*** Opening PROVIDED DATA ***
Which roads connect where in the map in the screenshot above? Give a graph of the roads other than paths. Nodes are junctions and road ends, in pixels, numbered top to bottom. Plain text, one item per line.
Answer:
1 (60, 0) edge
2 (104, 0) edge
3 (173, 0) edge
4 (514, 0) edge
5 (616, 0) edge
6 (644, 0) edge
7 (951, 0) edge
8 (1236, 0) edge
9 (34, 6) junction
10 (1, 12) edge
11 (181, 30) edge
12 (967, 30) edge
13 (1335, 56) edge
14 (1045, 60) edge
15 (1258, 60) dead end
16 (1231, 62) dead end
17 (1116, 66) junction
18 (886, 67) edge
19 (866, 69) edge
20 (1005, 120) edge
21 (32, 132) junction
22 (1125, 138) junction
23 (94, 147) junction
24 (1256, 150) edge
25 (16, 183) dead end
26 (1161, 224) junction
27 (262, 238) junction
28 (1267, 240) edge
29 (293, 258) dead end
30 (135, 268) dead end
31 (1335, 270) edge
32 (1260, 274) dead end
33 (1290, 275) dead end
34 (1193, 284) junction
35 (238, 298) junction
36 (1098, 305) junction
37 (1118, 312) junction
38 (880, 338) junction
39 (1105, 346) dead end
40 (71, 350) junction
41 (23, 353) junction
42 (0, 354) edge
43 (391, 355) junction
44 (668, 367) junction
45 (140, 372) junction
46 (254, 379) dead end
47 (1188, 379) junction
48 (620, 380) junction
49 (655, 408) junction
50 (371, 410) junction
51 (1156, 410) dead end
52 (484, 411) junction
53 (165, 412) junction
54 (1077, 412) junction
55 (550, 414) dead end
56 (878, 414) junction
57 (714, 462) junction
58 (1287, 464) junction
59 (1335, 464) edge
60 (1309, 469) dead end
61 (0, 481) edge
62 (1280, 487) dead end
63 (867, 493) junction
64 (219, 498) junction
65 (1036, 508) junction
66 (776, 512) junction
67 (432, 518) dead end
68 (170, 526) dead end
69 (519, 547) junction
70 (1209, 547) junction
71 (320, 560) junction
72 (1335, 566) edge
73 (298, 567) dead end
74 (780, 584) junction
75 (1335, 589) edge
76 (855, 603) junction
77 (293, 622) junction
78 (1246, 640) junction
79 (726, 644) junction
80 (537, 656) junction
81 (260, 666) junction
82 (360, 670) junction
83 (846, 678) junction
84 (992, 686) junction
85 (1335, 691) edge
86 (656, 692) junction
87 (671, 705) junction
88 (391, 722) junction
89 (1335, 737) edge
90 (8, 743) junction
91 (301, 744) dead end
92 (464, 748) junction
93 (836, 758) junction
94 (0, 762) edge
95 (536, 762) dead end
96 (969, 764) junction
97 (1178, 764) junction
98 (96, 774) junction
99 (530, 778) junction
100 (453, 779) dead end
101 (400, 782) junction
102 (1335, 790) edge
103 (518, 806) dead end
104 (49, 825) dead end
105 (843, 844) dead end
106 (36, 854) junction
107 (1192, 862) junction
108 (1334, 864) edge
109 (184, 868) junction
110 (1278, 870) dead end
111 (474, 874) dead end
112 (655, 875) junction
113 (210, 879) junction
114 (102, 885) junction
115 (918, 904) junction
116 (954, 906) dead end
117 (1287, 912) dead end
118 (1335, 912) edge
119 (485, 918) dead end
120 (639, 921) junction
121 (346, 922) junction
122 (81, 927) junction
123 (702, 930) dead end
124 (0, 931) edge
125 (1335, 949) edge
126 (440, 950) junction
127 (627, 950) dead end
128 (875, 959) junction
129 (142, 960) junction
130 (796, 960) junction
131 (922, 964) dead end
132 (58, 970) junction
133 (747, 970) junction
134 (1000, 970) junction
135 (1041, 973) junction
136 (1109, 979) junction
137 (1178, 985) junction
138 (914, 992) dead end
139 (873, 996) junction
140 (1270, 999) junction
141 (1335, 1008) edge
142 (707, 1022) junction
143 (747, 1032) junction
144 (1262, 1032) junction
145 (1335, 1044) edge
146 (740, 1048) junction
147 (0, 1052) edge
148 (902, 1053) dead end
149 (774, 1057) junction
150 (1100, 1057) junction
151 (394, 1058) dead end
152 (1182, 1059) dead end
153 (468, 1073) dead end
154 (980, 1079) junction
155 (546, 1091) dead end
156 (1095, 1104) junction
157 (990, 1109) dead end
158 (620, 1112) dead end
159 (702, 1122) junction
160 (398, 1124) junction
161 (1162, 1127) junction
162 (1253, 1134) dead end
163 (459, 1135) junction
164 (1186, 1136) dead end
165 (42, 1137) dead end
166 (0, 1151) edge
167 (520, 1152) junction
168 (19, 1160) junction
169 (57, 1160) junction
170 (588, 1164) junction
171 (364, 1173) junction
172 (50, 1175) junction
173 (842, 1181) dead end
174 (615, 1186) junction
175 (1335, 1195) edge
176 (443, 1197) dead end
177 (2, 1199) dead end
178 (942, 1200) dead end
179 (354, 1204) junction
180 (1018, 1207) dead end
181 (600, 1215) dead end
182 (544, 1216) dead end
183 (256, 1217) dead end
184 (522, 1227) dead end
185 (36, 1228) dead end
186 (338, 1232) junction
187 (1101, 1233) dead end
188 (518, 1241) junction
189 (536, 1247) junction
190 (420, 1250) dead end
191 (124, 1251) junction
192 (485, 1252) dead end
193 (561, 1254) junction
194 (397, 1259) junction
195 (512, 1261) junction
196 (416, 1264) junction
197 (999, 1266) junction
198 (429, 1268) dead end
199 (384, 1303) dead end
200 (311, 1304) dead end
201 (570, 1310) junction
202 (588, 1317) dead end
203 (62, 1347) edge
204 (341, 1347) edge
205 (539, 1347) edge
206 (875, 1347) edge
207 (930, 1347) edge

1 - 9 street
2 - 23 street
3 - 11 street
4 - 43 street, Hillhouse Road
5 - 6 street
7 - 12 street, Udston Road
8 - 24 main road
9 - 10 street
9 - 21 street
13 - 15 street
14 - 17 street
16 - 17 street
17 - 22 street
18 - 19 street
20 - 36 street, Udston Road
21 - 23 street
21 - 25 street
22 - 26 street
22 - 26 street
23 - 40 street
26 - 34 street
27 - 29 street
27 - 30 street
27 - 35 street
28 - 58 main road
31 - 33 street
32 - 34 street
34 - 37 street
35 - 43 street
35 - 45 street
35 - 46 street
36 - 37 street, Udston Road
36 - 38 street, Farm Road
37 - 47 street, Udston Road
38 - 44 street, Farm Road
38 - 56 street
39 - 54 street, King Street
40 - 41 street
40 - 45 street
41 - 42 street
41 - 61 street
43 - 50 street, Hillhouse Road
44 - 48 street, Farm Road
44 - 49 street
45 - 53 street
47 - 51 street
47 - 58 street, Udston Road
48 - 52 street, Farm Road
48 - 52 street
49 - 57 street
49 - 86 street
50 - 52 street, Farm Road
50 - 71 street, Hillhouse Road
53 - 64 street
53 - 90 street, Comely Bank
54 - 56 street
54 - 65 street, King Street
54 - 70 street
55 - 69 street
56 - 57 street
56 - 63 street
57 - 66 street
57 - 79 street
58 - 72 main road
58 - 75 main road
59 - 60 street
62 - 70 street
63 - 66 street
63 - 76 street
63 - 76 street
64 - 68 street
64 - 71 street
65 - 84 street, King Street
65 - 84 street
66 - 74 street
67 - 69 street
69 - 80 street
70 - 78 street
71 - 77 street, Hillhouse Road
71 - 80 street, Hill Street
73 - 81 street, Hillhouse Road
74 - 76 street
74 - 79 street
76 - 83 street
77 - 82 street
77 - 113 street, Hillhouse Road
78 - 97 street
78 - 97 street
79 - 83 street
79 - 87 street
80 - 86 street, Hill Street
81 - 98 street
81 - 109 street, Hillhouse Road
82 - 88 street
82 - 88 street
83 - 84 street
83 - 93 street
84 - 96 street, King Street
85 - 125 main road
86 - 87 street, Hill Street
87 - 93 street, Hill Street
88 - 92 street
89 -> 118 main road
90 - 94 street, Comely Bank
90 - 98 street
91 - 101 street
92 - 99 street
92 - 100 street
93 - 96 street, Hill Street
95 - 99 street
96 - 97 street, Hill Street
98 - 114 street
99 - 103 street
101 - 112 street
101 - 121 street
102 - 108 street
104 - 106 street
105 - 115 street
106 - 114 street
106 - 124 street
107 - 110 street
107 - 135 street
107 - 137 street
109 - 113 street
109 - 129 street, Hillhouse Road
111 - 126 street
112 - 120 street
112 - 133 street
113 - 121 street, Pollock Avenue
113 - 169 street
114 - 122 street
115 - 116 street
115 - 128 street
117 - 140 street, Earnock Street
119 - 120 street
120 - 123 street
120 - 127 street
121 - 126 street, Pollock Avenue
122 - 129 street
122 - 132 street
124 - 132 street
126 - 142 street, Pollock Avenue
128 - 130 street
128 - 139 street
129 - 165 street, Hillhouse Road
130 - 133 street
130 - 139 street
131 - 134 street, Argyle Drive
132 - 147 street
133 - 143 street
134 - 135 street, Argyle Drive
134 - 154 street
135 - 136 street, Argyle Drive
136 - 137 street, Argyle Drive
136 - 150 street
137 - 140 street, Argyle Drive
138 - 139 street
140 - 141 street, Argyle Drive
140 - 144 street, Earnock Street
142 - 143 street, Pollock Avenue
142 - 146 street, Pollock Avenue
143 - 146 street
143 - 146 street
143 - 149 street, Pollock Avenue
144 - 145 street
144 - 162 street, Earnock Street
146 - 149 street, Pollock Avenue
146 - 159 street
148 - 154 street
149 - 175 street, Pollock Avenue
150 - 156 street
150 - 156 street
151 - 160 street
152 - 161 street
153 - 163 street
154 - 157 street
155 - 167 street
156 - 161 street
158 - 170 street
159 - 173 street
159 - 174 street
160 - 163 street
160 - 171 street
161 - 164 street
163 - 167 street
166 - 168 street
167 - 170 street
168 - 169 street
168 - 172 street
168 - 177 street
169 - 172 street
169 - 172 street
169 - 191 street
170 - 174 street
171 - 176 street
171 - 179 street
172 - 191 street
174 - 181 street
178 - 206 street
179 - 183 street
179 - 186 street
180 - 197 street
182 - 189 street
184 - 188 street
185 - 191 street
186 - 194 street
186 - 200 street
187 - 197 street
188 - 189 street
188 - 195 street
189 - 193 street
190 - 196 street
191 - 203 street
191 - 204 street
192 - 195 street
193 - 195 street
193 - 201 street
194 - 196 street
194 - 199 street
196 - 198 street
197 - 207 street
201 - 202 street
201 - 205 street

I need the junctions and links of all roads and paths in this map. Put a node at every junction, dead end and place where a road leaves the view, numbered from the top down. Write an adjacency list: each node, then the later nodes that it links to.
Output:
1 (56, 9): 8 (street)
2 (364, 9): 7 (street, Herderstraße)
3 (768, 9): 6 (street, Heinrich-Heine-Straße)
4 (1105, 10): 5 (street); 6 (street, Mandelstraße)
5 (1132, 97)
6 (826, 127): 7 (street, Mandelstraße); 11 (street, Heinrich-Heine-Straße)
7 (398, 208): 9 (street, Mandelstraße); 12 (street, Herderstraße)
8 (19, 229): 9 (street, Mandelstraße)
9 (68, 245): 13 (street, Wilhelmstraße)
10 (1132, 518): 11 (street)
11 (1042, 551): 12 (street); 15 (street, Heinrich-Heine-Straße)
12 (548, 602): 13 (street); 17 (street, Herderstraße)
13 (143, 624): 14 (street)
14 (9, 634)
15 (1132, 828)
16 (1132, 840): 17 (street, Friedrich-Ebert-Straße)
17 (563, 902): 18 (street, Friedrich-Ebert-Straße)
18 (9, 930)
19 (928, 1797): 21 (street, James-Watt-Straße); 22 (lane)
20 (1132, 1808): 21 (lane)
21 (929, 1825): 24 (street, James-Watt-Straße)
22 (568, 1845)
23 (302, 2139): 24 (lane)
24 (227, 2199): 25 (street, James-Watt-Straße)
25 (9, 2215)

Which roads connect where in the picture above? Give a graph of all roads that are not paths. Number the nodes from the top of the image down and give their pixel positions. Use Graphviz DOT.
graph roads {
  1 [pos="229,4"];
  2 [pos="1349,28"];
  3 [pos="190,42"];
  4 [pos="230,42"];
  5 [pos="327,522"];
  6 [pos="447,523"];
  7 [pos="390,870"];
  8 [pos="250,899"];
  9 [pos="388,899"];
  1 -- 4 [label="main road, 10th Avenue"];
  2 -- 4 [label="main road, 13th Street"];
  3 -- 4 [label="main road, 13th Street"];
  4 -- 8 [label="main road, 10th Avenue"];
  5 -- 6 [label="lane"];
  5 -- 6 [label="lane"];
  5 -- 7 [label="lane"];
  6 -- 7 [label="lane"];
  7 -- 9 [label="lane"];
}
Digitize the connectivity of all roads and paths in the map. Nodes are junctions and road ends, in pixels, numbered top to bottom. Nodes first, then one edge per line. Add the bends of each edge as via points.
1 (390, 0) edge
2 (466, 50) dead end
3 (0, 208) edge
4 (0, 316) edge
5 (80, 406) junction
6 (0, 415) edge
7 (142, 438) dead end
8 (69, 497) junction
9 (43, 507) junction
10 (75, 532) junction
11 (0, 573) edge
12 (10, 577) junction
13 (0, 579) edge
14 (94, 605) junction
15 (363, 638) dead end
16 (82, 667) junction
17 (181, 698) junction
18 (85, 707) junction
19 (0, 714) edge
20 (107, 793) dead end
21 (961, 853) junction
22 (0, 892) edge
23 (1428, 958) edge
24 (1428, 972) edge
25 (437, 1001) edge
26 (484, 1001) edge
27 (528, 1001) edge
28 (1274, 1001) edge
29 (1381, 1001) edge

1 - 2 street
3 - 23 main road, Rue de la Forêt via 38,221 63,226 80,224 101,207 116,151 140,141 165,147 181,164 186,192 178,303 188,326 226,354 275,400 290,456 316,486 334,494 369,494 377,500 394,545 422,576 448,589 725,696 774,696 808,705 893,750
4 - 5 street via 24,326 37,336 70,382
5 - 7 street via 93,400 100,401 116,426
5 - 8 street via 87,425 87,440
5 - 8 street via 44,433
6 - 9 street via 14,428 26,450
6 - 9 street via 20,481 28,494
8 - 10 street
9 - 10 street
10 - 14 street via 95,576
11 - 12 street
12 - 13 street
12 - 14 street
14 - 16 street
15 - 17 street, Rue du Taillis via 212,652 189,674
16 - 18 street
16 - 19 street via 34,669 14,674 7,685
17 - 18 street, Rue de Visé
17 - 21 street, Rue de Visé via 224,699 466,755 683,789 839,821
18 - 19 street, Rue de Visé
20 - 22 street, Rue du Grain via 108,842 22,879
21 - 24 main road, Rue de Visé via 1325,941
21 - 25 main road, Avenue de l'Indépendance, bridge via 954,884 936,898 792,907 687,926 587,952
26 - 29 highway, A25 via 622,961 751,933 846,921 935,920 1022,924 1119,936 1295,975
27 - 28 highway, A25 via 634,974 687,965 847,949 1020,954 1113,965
*** Closing PROVIDED DATA ***
WHAT IS REQUIRED ::
Write out exactly the lines from the line holding "Digitize the connectivity" through the last line of the data, and nothing besides those lines.

FINISHED EXERCISE ::
Digitize the connectivity of all roads and paths in the map. Nodes are junctions and road ends, in pixels, numbered top to bottom. Nodes first, then one edge per line. Add the bends of each edge as via points.
1 (390, 0) edge
2 (466, 50) dead end
3 (0, 208) edge
4 (0, 316) edge
5 (80, 406) junction
6 (0, 415) edge
7 (142, 438) dead end
8 (69, 497) junction
9 (43, 507) junction
10 (75, 532) junction
11 (0, 573) edge
12 (10, 577) junction
13 (0, 579) edge
14 (94, 605) junction
15 (363, 638) dead end
16 (82, 667) junction
17 (181, 698) junction
18 (85, 707) junction
19 (0, 714) edge
20 (107, 793) dead end
21 (961, 853) junction
22 (0, 892) edge
23 (1428, 958) edge
24 (1428, 972) edge
25 (437, 1001) edge
26 (484, 1001) edge
27 (528, 1001) edge
28 (1274, 1001) edge
29 (1381, 1001) edge

1 - 2 street
3 - 23 main road, Rue de la Forêt via 38,221 63,226 80,224 101,207 116,151 140,141 165,147 181,164 186,192 178,303 188,326 226,354 275,400 290,456 316,486 334,494 369,494 377,500 394,545 422,576 448,589 725,696 774,696 808,705 893,750
4 - 5 street via 24,326 37,336 70,382
5 - 7 street via 93,400 100,401 116,426
5 - 8 street via 87,425 87,440
5 - 8 street via 44,433
6 - 9 street via 14,428 26,450
6 - 9 street via 20,481 28,494
8 - 10 street
9 - 10 street
10 - 14 street via 95,576
11 - 12 street
12 - 13 street
12 - 14 street
14 - 16 street
15 - 17 street, Rue du Taillis via 212,652 189,674
16 - 18 street
16 - 19 street via 34,669 14,674 7,685
17 - 18 street, Rue de Visé
17 - 21 street, Rue de Visé via 224,699 466,755 683,789 839,821
18 - 19 street, Rue de Visé
20 - 22 street, Rue du Grain via 108,842 22,879
21 - 24 main road, Rue de Visé via 1325,941
21 - 25 main road, Avenue de l'Indépendance, bridge via 954,884 936,898 792,907 687,926 587,952
26 - 29 highway, A25 via 622,961 751,933 846,921 935,920 1022,924 1119,936 1295,975
27 - 28 highway, A25 via 634,974 687,965 847,949 1020,954 1113,965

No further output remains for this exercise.